__WHAT NEEDS TO BE DONE__
Below are records; how many of their lines contain "dead"? Give the number and no other words.

__INPUT__
-=-=-=-=-

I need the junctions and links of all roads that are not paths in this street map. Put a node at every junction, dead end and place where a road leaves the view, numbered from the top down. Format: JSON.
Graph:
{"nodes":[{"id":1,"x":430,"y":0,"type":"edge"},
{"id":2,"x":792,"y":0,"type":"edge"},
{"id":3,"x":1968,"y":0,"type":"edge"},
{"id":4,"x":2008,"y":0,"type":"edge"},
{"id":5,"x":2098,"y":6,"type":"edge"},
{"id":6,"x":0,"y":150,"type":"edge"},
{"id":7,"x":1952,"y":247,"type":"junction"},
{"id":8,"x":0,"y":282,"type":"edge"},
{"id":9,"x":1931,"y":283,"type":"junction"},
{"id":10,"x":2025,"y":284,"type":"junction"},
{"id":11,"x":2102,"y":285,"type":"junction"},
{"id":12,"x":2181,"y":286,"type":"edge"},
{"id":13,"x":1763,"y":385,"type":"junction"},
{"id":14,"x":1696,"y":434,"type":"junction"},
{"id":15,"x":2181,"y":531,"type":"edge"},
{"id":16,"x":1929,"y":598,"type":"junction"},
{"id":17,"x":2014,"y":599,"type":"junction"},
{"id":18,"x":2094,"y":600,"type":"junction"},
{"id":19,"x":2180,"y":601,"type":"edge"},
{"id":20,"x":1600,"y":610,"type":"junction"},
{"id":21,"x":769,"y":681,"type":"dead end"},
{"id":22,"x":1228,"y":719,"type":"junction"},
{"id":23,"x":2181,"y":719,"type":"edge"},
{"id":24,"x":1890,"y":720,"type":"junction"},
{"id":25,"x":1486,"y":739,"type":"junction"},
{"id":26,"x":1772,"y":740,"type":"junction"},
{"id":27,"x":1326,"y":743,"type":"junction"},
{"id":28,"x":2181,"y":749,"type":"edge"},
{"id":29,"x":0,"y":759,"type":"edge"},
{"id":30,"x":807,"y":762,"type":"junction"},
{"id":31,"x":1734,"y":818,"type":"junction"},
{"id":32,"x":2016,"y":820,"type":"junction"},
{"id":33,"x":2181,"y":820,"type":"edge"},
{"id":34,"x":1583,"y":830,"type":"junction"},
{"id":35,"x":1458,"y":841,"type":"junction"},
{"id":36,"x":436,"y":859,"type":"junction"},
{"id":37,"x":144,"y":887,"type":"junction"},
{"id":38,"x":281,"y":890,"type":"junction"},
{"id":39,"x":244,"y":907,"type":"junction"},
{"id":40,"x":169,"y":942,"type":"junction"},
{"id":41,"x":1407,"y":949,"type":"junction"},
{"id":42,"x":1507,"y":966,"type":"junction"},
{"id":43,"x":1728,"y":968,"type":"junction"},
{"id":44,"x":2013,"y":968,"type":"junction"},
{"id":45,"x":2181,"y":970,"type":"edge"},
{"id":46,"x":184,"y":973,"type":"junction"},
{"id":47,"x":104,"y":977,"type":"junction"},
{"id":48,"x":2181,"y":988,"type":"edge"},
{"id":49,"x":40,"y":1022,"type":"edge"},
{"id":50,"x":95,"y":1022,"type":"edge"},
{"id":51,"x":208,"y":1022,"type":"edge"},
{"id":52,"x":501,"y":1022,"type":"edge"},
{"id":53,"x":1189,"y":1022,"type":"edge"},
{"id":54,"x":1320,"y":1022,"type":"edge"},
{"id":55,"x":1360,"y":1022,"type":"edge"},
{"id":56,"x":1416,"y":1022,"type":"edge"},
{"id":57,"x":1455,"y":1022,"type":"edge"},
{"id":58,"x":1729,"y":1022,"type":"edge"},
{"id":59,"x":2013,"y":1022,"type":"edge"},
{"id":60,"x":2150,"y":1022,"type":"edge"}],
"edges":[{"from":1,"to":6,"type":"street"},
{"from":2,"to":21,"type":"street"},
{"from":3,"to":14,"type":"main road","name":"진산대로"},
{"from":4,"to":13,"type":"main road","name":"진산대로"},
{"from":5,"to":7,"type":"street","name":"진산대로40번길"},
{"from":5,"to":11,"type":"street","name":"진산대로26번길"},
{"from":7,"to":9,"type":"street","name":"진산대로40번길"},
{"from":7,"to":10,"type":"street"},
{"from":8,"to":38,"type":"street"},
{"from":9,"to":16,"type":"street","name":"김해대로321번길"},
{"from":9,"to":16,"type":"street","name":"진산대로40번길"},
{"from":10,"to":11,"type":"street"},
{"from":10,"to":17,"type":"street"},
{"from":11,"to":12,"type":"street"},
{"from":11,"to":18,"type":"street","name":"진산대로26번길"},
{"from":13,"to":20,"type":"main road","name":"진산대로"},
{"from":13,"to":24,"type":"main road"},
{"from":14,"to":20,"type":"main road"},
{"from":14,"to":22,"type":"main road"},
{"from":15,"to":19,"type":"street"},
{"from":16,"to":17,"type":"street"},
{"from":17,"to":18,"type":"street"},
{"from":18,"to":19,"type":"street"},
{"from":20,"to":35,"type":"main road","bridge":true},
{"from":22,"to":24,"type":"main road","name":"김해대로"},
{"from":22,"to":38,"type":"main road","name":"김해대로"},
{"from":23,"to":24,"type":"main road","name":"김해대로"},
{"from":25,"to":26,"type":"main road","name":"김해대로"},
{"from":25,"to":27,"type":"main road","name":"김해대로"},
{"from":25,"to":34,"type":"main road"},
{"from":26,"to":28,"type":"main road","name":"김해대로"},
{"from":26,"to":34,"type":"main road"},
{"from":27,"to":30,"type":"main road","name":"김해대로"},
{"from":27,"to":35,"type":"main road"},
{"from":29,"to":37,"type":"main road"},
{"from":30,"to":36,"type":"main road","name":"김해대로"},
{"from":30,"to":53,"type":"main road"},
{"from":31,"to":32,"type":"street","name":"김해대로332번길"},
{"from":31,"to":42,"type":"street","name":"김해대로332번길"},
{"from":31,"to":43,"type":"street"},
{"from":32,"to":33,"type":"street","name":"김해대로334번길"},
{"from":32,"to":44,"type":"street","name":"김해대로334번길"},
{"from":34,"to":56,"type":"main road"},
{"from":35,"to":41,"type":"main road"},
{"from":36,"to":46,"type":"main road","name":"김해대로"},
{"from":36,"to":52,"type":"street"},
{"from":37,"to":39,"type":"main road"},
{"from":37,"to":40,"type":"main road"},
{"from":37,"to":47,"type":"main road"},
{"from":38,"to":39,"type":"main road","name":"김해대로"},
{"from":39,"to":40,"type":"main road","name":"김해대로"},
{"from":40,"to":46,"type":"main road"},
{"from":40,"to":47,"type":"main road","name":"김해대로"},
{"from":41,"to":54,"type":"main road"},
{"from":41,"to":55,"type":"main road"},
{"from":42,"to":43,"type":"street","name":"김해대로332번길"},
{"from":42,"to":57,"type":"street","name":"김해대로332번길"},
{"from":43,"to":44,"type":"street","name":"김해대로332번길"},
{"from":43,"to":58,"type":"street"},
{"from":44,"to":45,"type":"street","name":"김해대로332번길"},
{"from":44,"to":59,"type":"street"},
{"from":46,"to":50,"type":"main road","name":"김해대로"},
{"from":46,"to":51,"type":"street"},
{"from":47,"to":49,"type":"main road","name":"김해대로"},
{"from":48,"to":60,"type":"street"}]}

-=-=-=-=-

__OUTPUT BELOW__
2